Dans une équipe de signaleurs – Demande pour St Cyr ou pour l’aviation ?

Le 7 janvier 1916

Chers Parents,

 

Il est 9h du matin ; avant d’aller manger je profite de quelques moments de liberté pour vous écrire.

Je suis maintenant dans une équipe de signaleurs. Nous suivons des cours spéciaux qui doivent durer environ un mois. Nous avons tous les appareils dernier modèle que l’on emploie dans la première armée. Cela est plus intéressant que d’aller à l’exercice avec la compagnie qui est en train d’établir un terrain d’attaque.

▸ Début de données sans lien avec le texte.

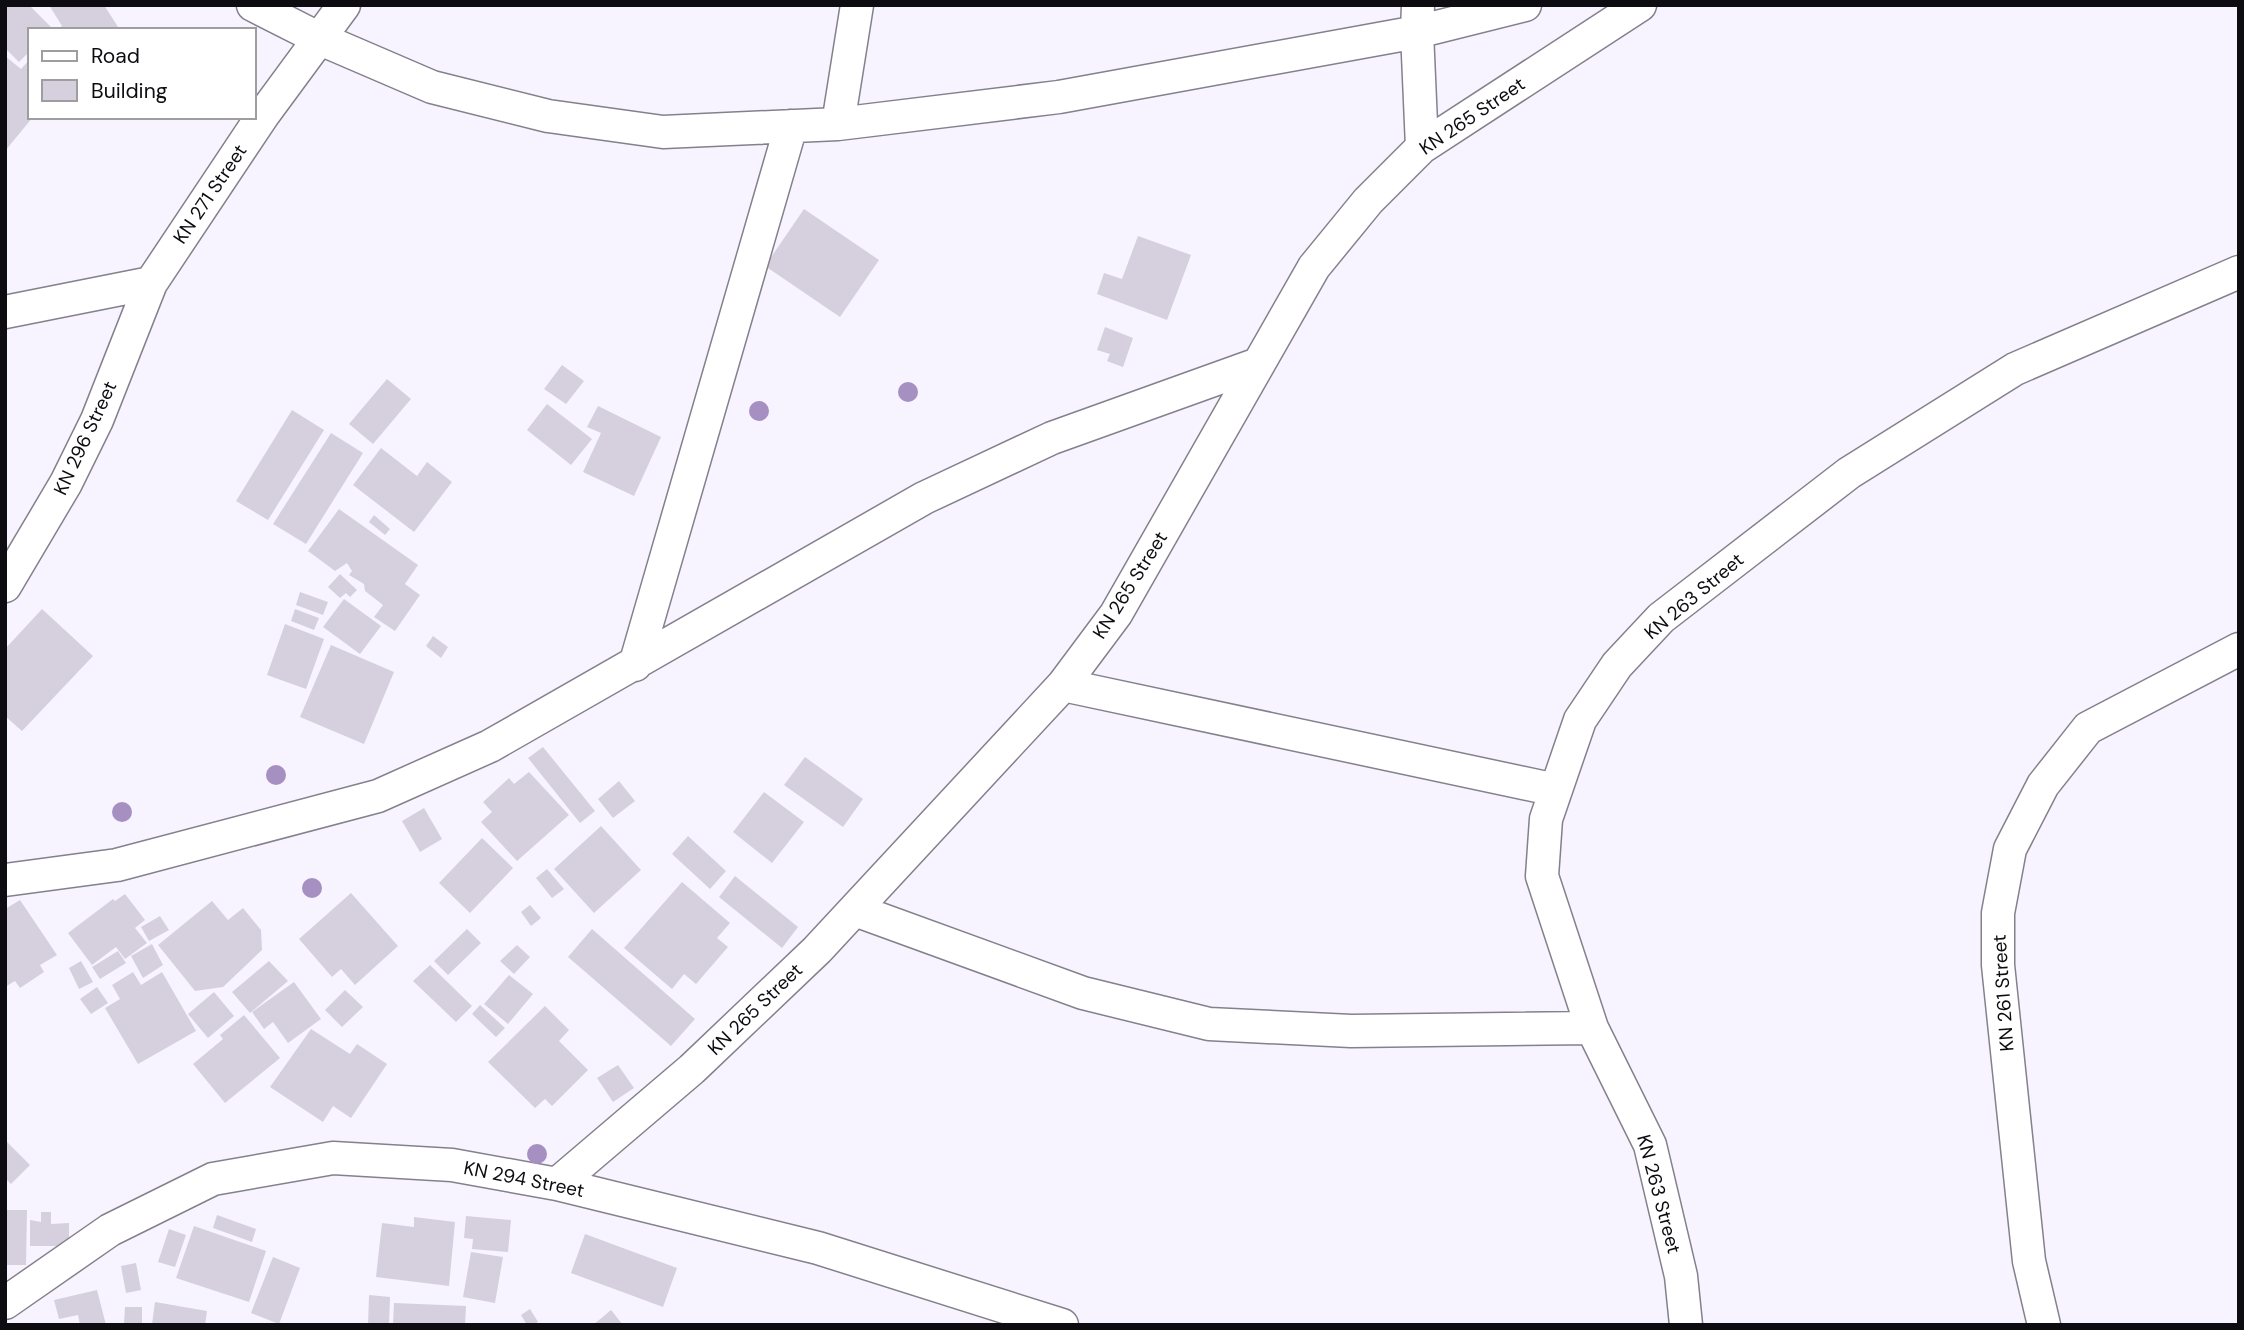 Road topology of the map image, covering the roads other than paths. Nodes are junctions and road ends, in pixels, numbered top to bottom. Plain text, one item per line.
1 (253, 5) edge
2 (344, 5) edge
3 (857, 5) edge
4 (1525, 5) edge
5 (1640, 5) edge
6 (1418, 18) edge
7 (318, 38) junction
8 (838, 124) junction
9 (791, 126) junction
10 (1422, 147) junction
11 (2239, 272) edge
12 (151, 282) junction
13 (5, 312) edge
14 (1258, 364) junction
15 (5, 586) edge
16 (2239, 649) edge
17 (635, 665) junction
18 (1063, 685) junction
19 (1556, 790) junction
20 (5, 880) edge
21 (855, 911) junction
22 (1592, 1028) junction
23 (557, 1184) junction
24 (5, 1303) edge
25 (1062, 1325) edge
26 (1686, 1325) edge
27 (2044, 1325) edge

1 - 7 street
2 - 7 street, KN 271 Street
3 - 8 street
4 - 6 street
5 - 10 street, KN 265 Street
6 - 8 street
6 - 10 street
7 - 9 street
7 - 12 street, KN 271 Street
8 - 9 street
9 - 17 street
10 - 14 street, KN 265 Street
11 - 19 street, KN 263 Street
12 - 13 street
12 - 15 street, KN 296 Street
14 - 17 street
14 - 18 street, KN 265 Street
16 - 27 street, KN 261 Street
17 - 20 street
18 - 19 street
18 - 21 street, KN 265 Street
19 - 22 street, KN 263 Street
21 - 22 street
21 - 23 street, KN 265 Street
22 - 26 street, KN 263 Street
23 - 24 street, KN 294 Street
23 - 25 street, KN 294 Street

Ce qui veut dire que nous ne sommes pas encore partis d’ici.

Le Général Dubail doit venir nous voir ces jours-ci, dans une tournée d’inspection.

Au sujet de ma demande d’admission aux examens de St Cyr je préfère attendre quelques temps et obtenir des renseignements précis avant de tenter quelque chose. Lorsque je serai sur d’arriver dans une voie je ferai des demandes soit pour St Cyr, soit pour l’aviation.

Les examens qui auront lieu pour la classe 17 ne commenceront qu’à partir du mois de Mars, aussi ai-je du temps devant moi pour tester le terrain.

Cousin Auguste m’a envoyé ces jours-ci un colis de biscuits de Fraisans. J’ai reçu une lettre de cousine Madeleine qui m’envoie ses vœux.

Je n’ai pas eu de vos nouvelles depuis que vous m’avez envoyé la lettre de l’oncle Louis. Je vous prie de m’envoyer quelques brochures comme vous l’avez déjà fait, ainsi qu’un peu de musique pour violon, des chansons, chansonnettes et des chœurs. Si vous trouvez quelques petites comédie ou saynètes comiques (genre Courteline) envoyez les moi ; cela nous permettra d’égayer nos soirées et d’organiser quelques petits concerts.

L’heure de la soupe vient de sonner, je vous quitte, et pense recevoir bientôt de vos longues et bonnes nouvelles.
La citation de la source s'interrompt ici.